**INPUT DATA:**
▼
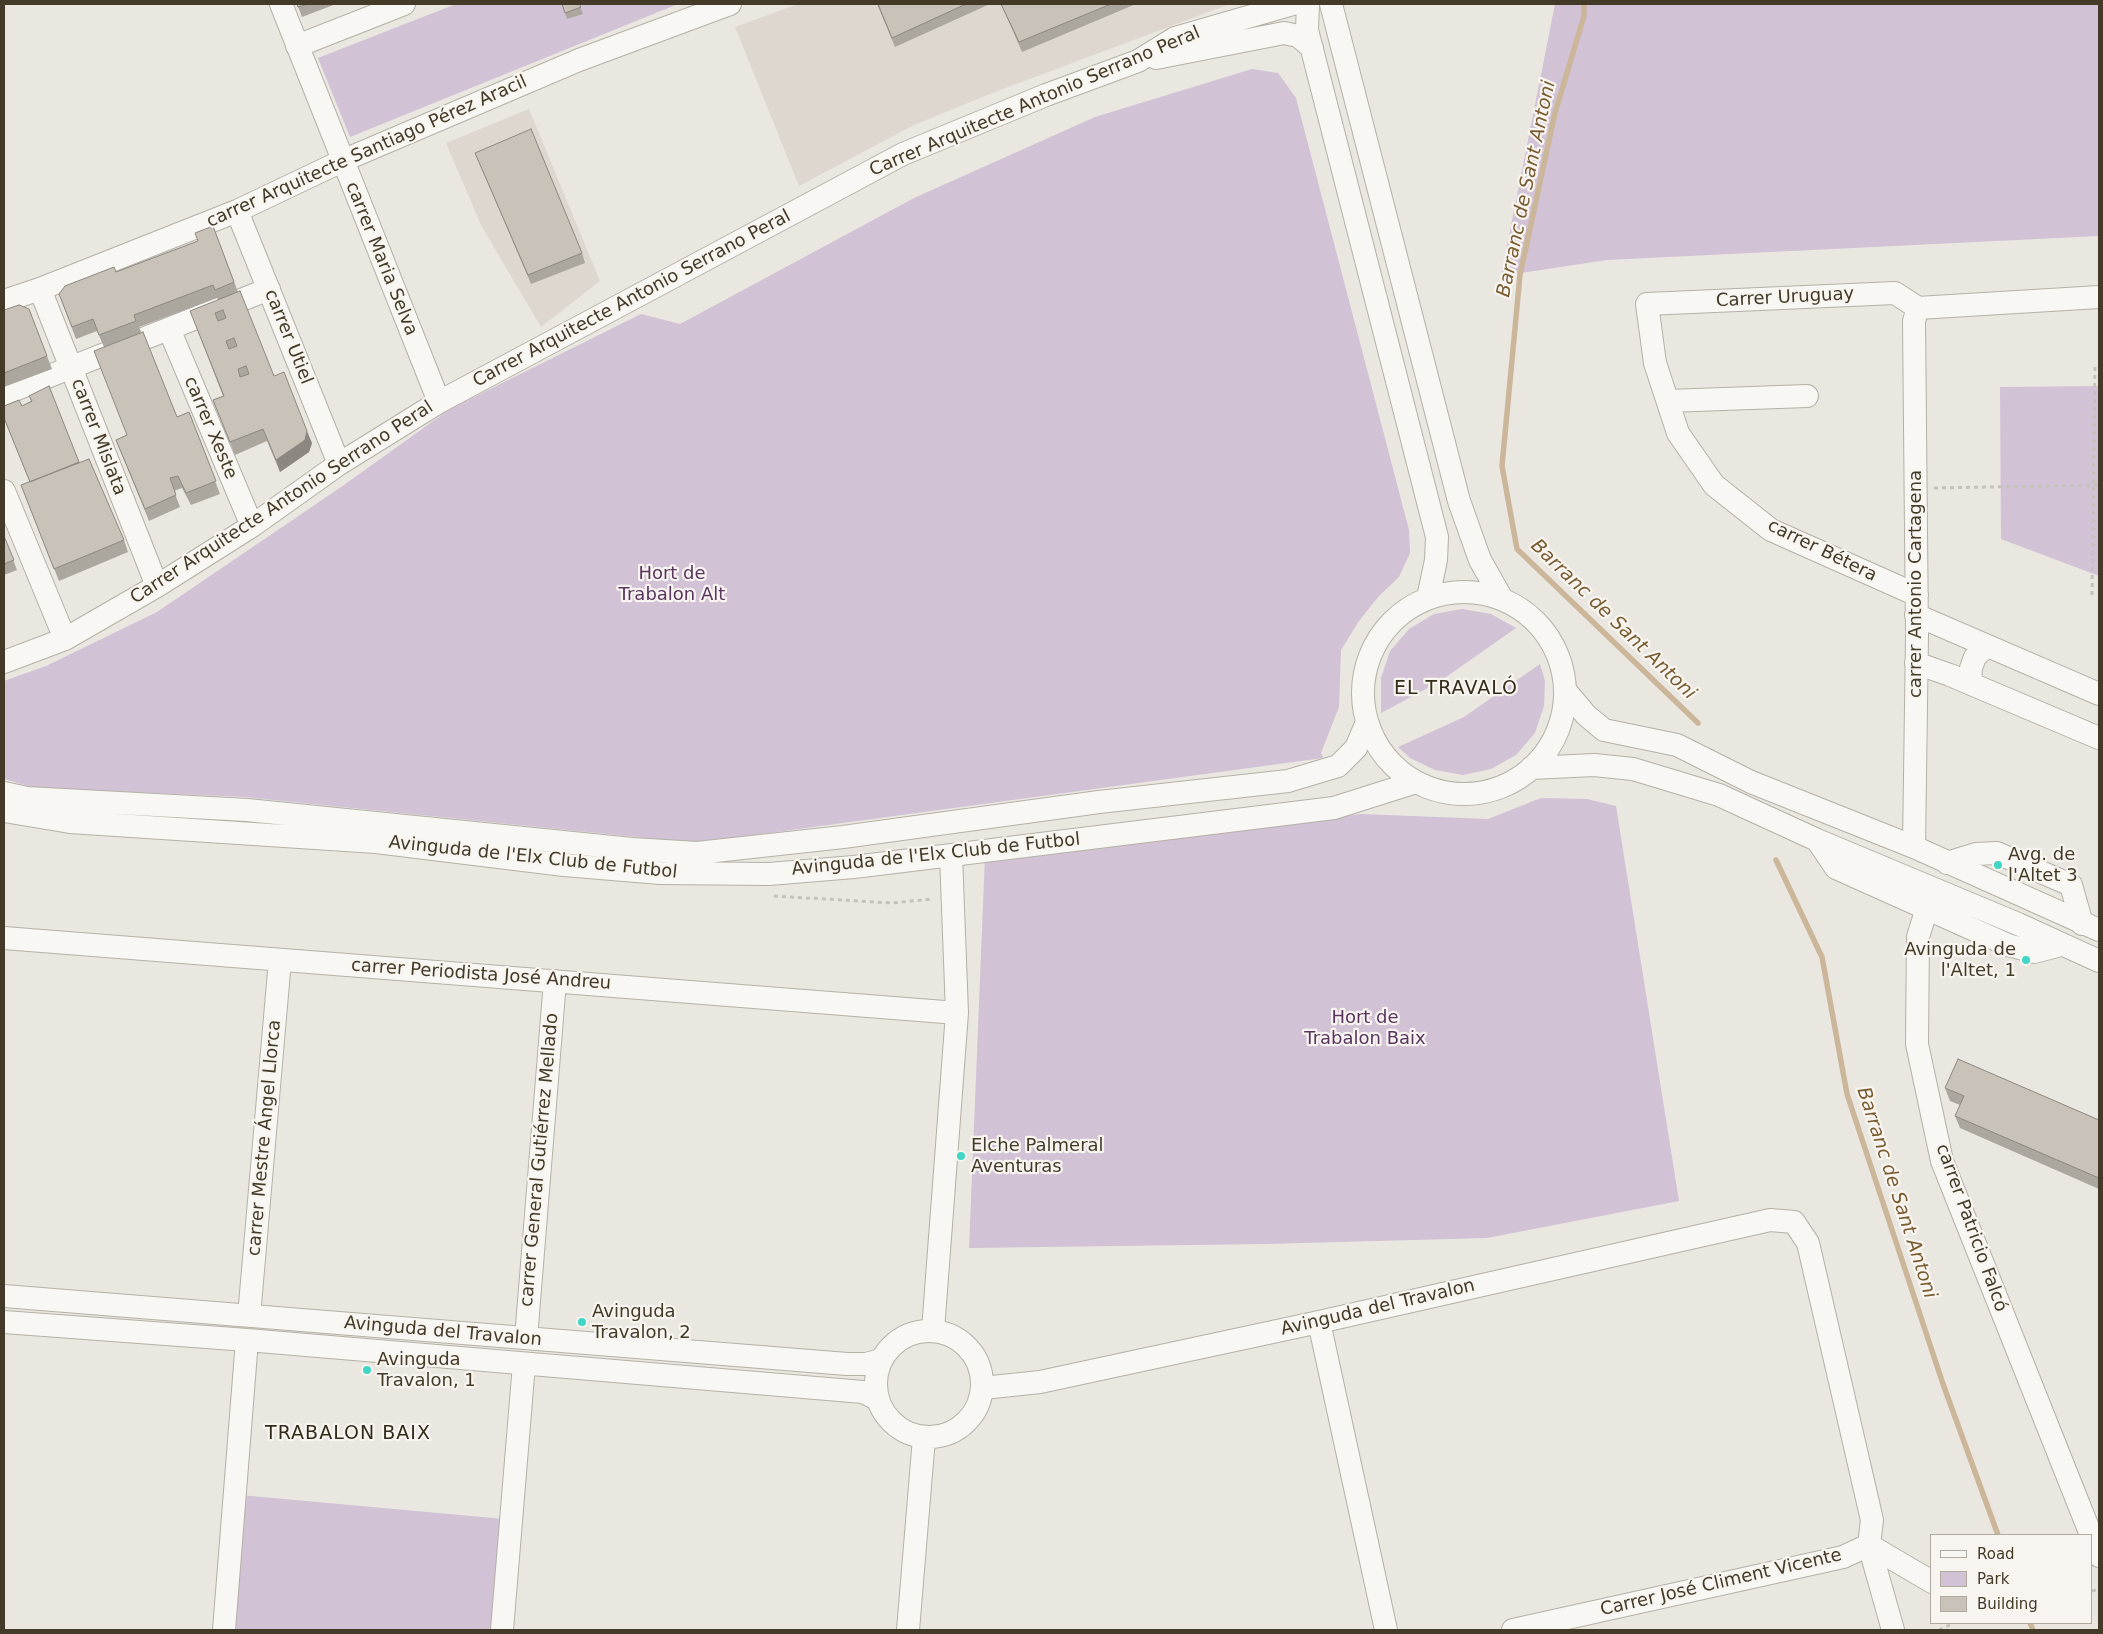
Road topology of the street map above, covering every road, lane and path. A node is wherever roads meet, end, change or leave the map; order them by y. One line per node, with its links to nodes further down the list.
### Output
1 (280, 4): 7 (street, carrer Maria Selva)
2 (404, 4): 7 (street)
3 (730, 4): 10 (street, carrer Arquitecte Santiago Pérez Aracil)
4 (1293, 4): 9 (street, Carrer Arquitecte Antonio Serrano Peral)
5 (1308, 4): 8 (street)
6 (1331, 4): 34 (street)
7 (297, 46): 10 (street, carrer Maria Selva)
8 (1312, 48): 9 (street); 33 (street)
9 (1138, 61): 24 (street, Carrer Arquitecte Antonio Serrano Peral)
10 (342, 161): 11 (street, carrer Arquitecte Santiago Pérez Aracil); 24 (street, carrer Maria Selva)
11 (237, 211): 12 (street, carrer Arquitecte Santiago Pérez Aracil); 13 (street, carrer Utiel)
12 (40, 289): 15 (street, carrer Arquitecte Santiago Pérez Aracil); 20 (street, carrer Mislata)
13 (269, 289): 18 (street); 25 (street, carrer Utiel)
14 (2099, 297): 17 (street)
15 (4, 301)
16 (1647, 304): 17 (street, Carrer Uruguay); 23 (street, carrer Bétera)
17 (1916, 314): 28 (street, carrer Antonio Cartagena)
18 (169, 328): 20 (street); 30 (street, carrer Xeste)
19 (2095, 367): 26 (path)
20 (71, 368): 21 (street); 31 (street, carrer Mislata)
21 (4, 394)
22 (1807, 396): 23 (street)
23 (1668, 401): 35 (street, carrer Bétera)
24 (439, 402): 25 (street, Carrer Arquitecte Antonio Serrano Peral)
25 (339, 464): 30 (street, Carrer Arquitecte Antonio Serrano Peral)
26 (2094, 485): 27 (path); 28 (path); 32 (path)
27 (2099, 485)
28 (1916, 489): 35 (street, carrer Antonio Cartagena)
29 (4, 491): 36 (street)
30 (252, 526): 31 (street, Carrer Arquitecte Antonio Serrano Peral)
31 (156, 586): 36 (street, Carrer Arquitecte Antonio Serrano Peral)
32 (2092, 595)
33 (1428, 598): 34 (street); 43 (street)
34 (1502, 599): 41 (street)
35 (1916, 605): 37 (street, carrer Bétera); 39 (street, carrer Antonio Cartagena)
36 (65, 639): 38 (street, Carrer Arquitecte Antonio Serrano Peral)
37 (1987, 646): 40 (street); 42 (street, carrer Bétera)
38 (4, 662)
39 (1916, 663): 40 (street); 50 (street, carrer Antonio Cartagena)
40 (1970, 683): 44 (street)
41 (1565, 690): 45 (street); 50 (street)
42 (2099, 694)
43 (1367, 722): 46 (street); 47 (street, Avinguda de l'Elx Club de Futbol)
44 (2099, 738)
45 (1531, 768): 46 (street); 49 (street)
46 (1416, 782): 51 (street, Avinguda de l'Elx Club de Futbol)
47 (4, 793)
48 (4, 811): 51 (street, Avinguda de l'Elx Club de Futbol)
49 (1817, 840): 53 (street); 56 (street)
50 (1914, 847): 52 (street)
51 (951, 855): 60 (street)
52 (1947, 863): 54 (street); 54 (street)
53 (1927, 908): 56 (street); 73 (street, carrer Patricio Falcó)
54 (2091, 927)
55 (4, 938): 57 (street, carrer Periodista José Andreu)
56 (2061, 945): 58 (street)
57 (280, 960): 59 (street, carrer Periodista José Andreu); 62 (street, carrer Mestre Ángel Llorca)
58 (2099, 961)
59 (555, 981): 60 (street, carrer Periodista José Andreu); 66 (street, carrer General Gutiérrez Mellado)
60 (957, 1013): 65 (street)
61 (4, 1296): 62 (street, Avinguda del Travalon)
62 (249, 1316): 66 (street, Avinguda del Travalon)
63 (4, 1322): 67 (street, Avinguda del Travalon)
64 (1319, 1322): 70 (street, Avinguda del Travalon); 75 (street, Avinguda del Travalon); 82 (street)
65 (933, 1330): 68 (street); 70 (street)
66 (526, 1338): 68 (street, Avinguda del Travalon)
67 (247, 1340): 69 (street, Avinguda del Travalon); 79 (street)
68 (881, 1360): 71 (street)
69 (524, 1364): 71 (street, Avinguda del Travalon); 80 (street)
70 (983, 1388): 72 (street)
71 (877, 1399): 72 (street)
72 (924, 1438): 81 (street)
73 (2090, 1534)
74 (2093, 1541): 76 (street, carrer Patricio Falcó)
75 (1869, 1545): 77 (street); 83 (street, Carrer José Climent Vicente); 84 (street)
76 (2099, 1556)
77 (1930, 1581)
78 (1952, 1624): 85 (path)
79 (224, 1630)
80 (502, 1630)
81 (908, 1630)
82 (1386, 1630)
83 (1512, 1630)
84 (1893, 1630)
85 (1939, 1630)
▲
**TASK REQUIREMENTS:** Write the records above out again word for word, skipping each picture.

**REPLY TO THE EXERCISE:**
Road topology of the street map above, covering every road, lane and path. A node is wherever roads meet, end, change or leave the map; order them by y. One line per node, with its links to nodes further down the list.
### Output
1 (280, 4): 7 (street, carrer Maria Selva)
2 (404, 4): 7 (street)
3 (730, 4): 10 (street, carrer Arquitecte Santiago Pérez Aracil)
4 (1293, 4): 9 (street, Carrer Arquitecte Antonio Serrano Peral)
5 (1308, 4): 8 (street)
6 (1331, 4): 34 (street)
7 (297, 46): 10 (street, carrer Maria Selva)
8 (1312, 48): 9 (street); 33 (street)
9 (1138, 61): 24 (street, Carrer Arquitecte Antonio Serrano Peral)
10 (342, 161): 11 (street, carrer Arquitecte Santiago Pérez Aracil); 24 (street, carrer Maria Selva)
11 (237, 211): 12 (street, carrer Arquitecte Santiago Pérez Aracil); 13 (street, carrer Utiel)
12 (40, 289): 15 (street, carrer Arquitecte Santiago Pérez Aracil); 20 (street, carrer Mislata)
13 (269, 289): 18 (street); 25 (street, carrer Utiel)
14 (2099, 297): 17 (street)
15 (4, 301)
16 (1647, 304): 17 (street, Carrer Uruguay); 23 (street, carrer Bétera)
17 (1916, 314): 28 (street, carrer Antonio Cartagena)
18 (169, 328): 20 (street); 30 (street, carrer Xeste)
19 (2095, 367): 26 (path)
20 (71, 368): 21 (street); 31 (street, carrer Mislata)
21 (4, 394)
22 (1807, 396): 23 (street)
23 (1668, 401): 35 (street, carrer Bétera)
24 (439, 402): 25 (street, Carrer Arquitecte Antonio Serrano Peral)
25 (339, 464): 30 (street, Carrer Arquitecte Antonio Serrano Peral)
26 (2094, 485): 27 (path); 28 (path); 32 (path)
27 (2099, 485)
28 (1916, 489): 35 (street, carrer Antonio Cartagena)
29 (4, 491): 36 (street)
30 (252, 526): 31 (street, Carrer Arquitecte Antonio Serrano Peral)
31 (156, 586): 36 (street, Carrer Arquitecte Antonio Serrano Peral)
32 (2092, 595)
33 (1428, 598): 34 (street); 43 (street)
34 (1502, 599): 41 (street)
35 (1916, 605): 37 (street, carrer Bétera); 39 (street, carrer Antonio Cartagena)
36 (65, 639): 38 (street, Carrer Arquitecte Antonio Serrano Peral)
37 (1987, 646): 40 (street); 42 (street, carrer Bétera)
38 (4, 662)
39 (1916, 663): 40 (street); 50 (street, carrer Antonio Cartagena)
40 (1970, 683): 44 (street)
41 (1565, 690): 45 (street); 50 (street)
42 (2099, 694)
43 (1367, 722): 46 (street); 47 (street, Avinguda de l'Elx Club de Futbol)
44 (2099, 738)
45 (1531, 768): 46 (street); 49 (street)
46 (1416, 782): 51 (street, Avinguda de l'Elx Club de Futbol)
47 (4, 793)
48 (4, 811): 51 (street, Avinguda de l'Elx Club de Futbol)
49 (1817, 840): 53 (street); 56 (street)
50 (1914, 847): 52 (street)
51 (951, 855): 60 (street)
52 (1947, 863): 54 (street); 54 (street)
53 (1927, 908): 56 (street); 73 (street, carrer Patricio Falcó)
54 (2091, 927)
55 (4, 938): 57 (street, carrer Periodista José Andreu)
56 (2061, 945): 58 (street)
57 (280, 960): 59 (street, carrer Periodista José Andreu); 62 (street, carrer Mestre Ángel Llorca)
58 (2099, 961)
59 (555, 981): 60 (street, carrer Periodista José Andreu); 66 (street, carrer General Gutiérrez Mellado)
60 (957, 1013): 65 (street)
61 (4, 1296): 62 (street, Avinguda del Travalon)
62 (249, 1316): 66 (street, Avinguda del Travalon)
63 (4, 1322): 67 (street, Avinguda del Travalon)
64 (1319, 1322): 70 (street, Avinguda del Travalon); 75 (street, Avinguda del Travalon); 82 (street)
65 (933, 1330): 68 (street); 70 (street)
66 (526, 1338): 68 (street, Avinguda del Travalon)
67 (247, 1340): 69 (street, Avinguda del Travalon); 79 (street)
68 (881, 1360): 71 (street)
69 (524, 1364): 71 (street, Avinguda del Travalon); 80 (street)
70 (983, 1388): 72 (street)
71 (877, 1399): 72 (street)
72 (924, 1438): 81 (street)
73 (2090, 1534)
74 (2093, 1541): 76 (street, carrer Patricio Falcó)
75 (1869, 1545): 77 (street); 83 (street, Carrer José Climent Vicente); 84 (street)
76 (2099, 1556)
77 (1930, 1581)
78 (1952, 1624): 85 (path)
79 (224, 1630)
80 (502, 1630)
81 (908, 1630)
82 (1386, 1630)
83 (1512, 1630)
84 (1893, 1630)
85 (1939, 1630)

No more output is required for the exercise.